A. Look inside your pants; if you have a penis,it's not time.

Q. Do you know how Aussies practice safe sex?
A. They spray paint X's on the back of the animals that kick.

Q. Why is divorce so expensive?
A. Because it's worth it.

295 Posts
Pat Shortt - Words of wisdom


Before attempting to remove stubborn stains from a garment, always
circle the stain in permanent pen, so that when you remove the
garment from the washing machine you can easily locate the area of
the stain and check that it has gone.

Don't waste money buying expensive binoculars. Simply stand next to
the object you wish to view.

Always poo at work. Not only will you save money on toilet paper, but
you'll also be getting paid for it.

Weight watchers. Avoid that devilish temptation to nibble at a
chocolate bar in the cupboard or fridge by not buying the f**king
thing in the first place, you fat b*stard.

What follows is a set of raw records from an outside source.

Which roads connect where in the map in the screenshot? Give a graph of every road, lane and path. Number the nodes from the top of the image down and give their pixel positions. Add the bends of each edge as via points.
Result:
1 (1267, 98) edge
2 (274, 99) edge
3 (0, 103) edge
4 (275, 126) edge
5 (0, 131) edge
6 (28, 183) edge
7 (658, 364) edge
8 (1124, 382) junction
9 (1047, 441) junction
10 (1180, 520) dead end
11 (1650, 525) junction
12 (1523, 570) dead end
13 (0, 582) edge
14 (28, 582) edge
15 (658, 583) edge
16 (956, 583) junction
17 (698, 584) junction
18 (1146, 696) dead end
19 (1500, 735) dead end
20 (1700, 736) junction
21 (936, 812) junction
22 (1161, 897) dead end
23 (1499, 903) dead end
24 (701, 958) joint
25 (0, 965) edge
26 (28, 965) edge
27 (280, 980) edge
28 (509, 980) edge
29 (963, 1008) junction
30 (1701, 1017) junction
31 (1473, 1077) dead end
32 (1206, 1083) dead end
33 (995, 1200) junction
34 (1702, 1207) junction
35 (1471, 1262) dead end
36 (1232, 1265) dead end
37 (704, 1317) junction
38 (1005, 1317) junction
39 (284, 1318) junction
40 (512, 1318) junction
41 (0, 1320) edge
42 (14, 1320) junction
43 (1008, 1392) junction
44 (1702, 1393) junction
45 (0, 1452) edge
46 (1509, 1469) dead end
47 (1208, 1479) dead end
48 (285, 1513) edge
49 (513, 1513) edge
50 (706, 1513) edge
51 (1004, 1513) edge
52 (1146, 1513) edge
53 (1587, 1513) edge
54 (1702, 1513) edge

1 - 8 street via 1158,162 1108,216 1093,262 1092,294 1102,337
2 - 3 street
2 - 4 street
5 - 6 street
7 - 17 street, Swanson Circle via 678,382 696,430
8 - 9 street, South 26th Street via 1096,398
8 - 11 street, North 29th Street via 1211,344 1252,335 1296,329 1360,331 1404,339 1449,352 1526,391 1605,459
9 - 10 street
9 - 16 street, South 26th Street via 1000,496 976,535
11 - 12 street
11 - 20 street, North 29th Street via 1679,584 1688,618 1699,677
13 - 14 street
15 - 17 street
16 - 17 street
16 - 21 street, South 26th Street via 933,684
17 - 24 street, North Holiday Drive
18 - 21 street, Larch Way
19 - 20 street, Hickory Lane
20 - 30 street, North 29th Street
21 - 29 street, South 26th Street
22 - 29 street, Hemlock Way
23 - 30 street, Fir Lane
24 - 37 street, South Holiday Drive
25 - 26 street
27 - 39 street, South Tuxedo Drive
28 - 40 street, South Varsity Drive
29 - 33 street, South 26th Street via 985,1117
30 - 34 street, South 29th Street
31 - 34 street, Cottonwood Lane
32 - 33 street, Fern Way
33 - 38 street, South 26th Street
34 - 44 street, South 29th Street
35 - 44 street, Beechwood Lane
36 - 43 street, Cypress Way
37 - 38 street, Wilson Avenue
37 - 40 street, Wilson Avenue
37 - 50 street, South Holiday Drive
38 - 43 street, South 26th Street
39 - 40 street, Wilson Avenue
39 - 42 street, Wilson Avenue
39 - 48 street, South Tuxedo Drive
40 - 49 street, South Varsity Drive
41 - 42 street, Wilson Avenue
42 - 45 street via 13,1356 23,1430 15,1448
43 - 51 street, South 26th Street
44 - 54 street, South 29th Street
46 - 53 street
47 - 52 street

Recreate the fun of a visit to a public swimming pool in your home by
filling the bath with cold water, adding two bottles of bleach, then
urinating into it, before jumping in.

Anorexics. When your knees become fatter than your legs, start eating
cake again.

An empty aluminium cigar tube filled with angry wasps makes an
inexpensive vibrator.

Olympic athletes. Disguise the fact that you've taken steroids by
running a bit slower.

Smokers. Save on matches and lighters, by simply lighting your next
*** from the butt of your last one.

Vegetarians coming to dinner? Simply serve them a nice bit of steak
or veal. Since they're always going on about how tofu, Quorn, meat
substitute etc 'tastes exactly like the real thing', they won't know
the difference.

Invited by vegetarians for dinner? Point out that since you'd no
doubt be made aware of their special dietary requirements, tell them
about yours, and ask for a nice steak.

High blood pressure sufferers Simply cut yourself and bleed for a
while, thus reducing the pressure in your veins.

Heavy smokers. Don't throw away those filters from the end of your
cigarettes. Save them up and within a few years you'll have enough to
insulate your roof.

Corsa drivers. Attach a lighted sparkler to the roof of your car
before starting a long journey. You drive the things like dodgems
anyway, so it may as well look like one.

A mouse trap placed on top on of your alarm clock will prevent you
from rolling over and going back to sleep.

Fool next door into thinking you have more stairs than them by
banging your feet twice on each stair

At supermarket checkouts a Toblerone box makes a handy 'Next customer
Please' sign for dyslexic shoppers.

Girls. Don't worry about a nice dress for that important first date.
All he's interested in is seeing you starkers.

Putting just the right amount of gin in your goldfish bowl makes the
fishes' eyes bulge and cause them to swim in an amusing manner.

Avoid parking tickets by leaving your windscreen wipers turned to
'fast wipe' whenever you leave your car parked illegally.

Housewives. I find the best way to get two bottles of washing-up
liquid for the price of one is by putting one in your shopping
trolley and the other in your coat pocket.

Don't invite drug addicts round for a meal on Stephen's Day. They may
find the offer of cold turkey embarrassing or offensive.